■ **Task objective**
Each record beneath this line should be returned exactly as it is.

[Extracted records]

★ ★ ★ ★

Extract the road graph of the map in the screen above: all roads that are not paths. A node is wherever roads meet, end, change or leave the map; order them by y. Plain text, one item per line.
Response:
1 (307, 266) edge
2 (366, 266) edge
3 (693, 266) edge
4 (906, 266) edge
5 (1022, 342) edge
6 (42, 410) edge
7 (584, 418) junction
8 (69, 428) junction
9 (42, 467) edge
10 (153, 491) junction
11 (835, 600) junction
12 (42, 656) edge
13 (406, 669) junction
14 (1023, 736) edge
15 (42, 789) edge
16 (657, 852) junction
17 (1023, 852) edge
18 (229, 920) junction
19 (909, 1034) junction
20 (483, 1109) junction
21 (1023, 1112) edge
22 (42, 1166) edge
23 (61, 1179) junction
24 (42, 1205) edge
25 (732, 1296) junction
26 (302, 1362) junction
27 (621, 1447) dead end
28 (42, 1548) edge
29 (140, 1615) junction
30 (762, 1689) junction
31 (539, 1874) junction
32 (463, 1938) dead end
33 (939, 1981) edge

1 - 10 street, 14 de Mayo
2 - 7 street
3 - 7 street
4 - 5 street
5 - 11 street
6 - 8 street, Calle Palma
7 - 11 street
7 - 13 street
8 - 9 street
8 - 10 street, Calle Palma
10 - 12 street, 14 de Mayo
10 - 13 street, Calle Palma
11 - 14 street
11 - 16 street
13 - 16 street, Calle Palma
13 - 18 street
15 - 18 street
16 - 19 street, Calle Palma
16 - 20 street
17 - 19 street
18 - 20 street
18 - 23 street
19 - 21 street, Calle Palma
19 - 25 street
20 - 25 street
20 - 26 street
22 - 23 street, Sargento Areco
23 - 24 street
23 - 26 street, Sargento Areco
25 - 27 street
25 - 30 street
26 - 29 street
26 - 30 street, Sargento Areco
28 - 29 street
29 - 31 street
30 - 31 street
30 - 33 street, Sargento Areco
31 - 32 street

★ ★ ★ ★

■ **Reply**
Extract the road graph of the map in the screen above: all roads that are not paths. A node is wherever roads meet, end, change or leave the map; order them by y. Plain text, one item per line.
Response:
1 (307, 266) edge
2 (366, 266) edge
3 (693, 266) edge
4 (906, 266) edge
5 (1022, 342) edge
6 (42, 410) edge
7 (584, 418) junction
8 (69, 428) junction
9 (42, 467) edge
10 (153, 491) junction
11 (835, 600) junction
12 (42, 656) edge
13 (406, 669) junction
14 (1023, 736) edge
15 (42, 789) edge
16 (657, 852) junction
17 (1023, 852) edge
18 (229, 920) junction
19 (909, 1034) junction
20 (483, 1109) junction
21 (1023, 1112) edge
22 (42, 1166) edge
23 (61, 1179) junction
24 (42, 1205) edge
25 (732, 1296) junction
26 (302, 1362) junction
27 (621, 1447) dead end
28 (42, 1548) edge
29 (140, 1615) junction
30 (762, 1689) junction
31 (539, 1874) junction
32 (463, 1938) dead end
33 (939, 1981) edge

1 - 10 street, 14 de Mayo
2 - 7 street
3 - 7 street
4 - 5 street
5 - 11 street
6 - 8 street, Calle Palma
7 - 11 street
7 - 13 street
8 - 9 street
8 - 10 street, Calle Palma
10 - 12 street, 14 de Mayo
10 - 13 street, Calle Palma
11 - 14 street
11 - 16 street
13 - 16 street, Calle Palma
13 - 18 street
15 - 18 street
16 - 19 street, Calle Palma
16 - 20 street
17 - 19 street
18 - 20 street
18 - 23 street
19 - 21 street, Calle Palma
19 - 25 street
20 - 25 street
20 - 26 street
22 - 23 street, Sargento Areco
23 - 24 street
23 - 26 street, Sargento Areco
25 - 27 street
25 - 30 street
26 - 29 street
26 - 30 street, Sargento Areco
28 - 29 street
29 - 31 street
30 - 31 street
30 - 33 street, Sargento Areco
31 - 32 street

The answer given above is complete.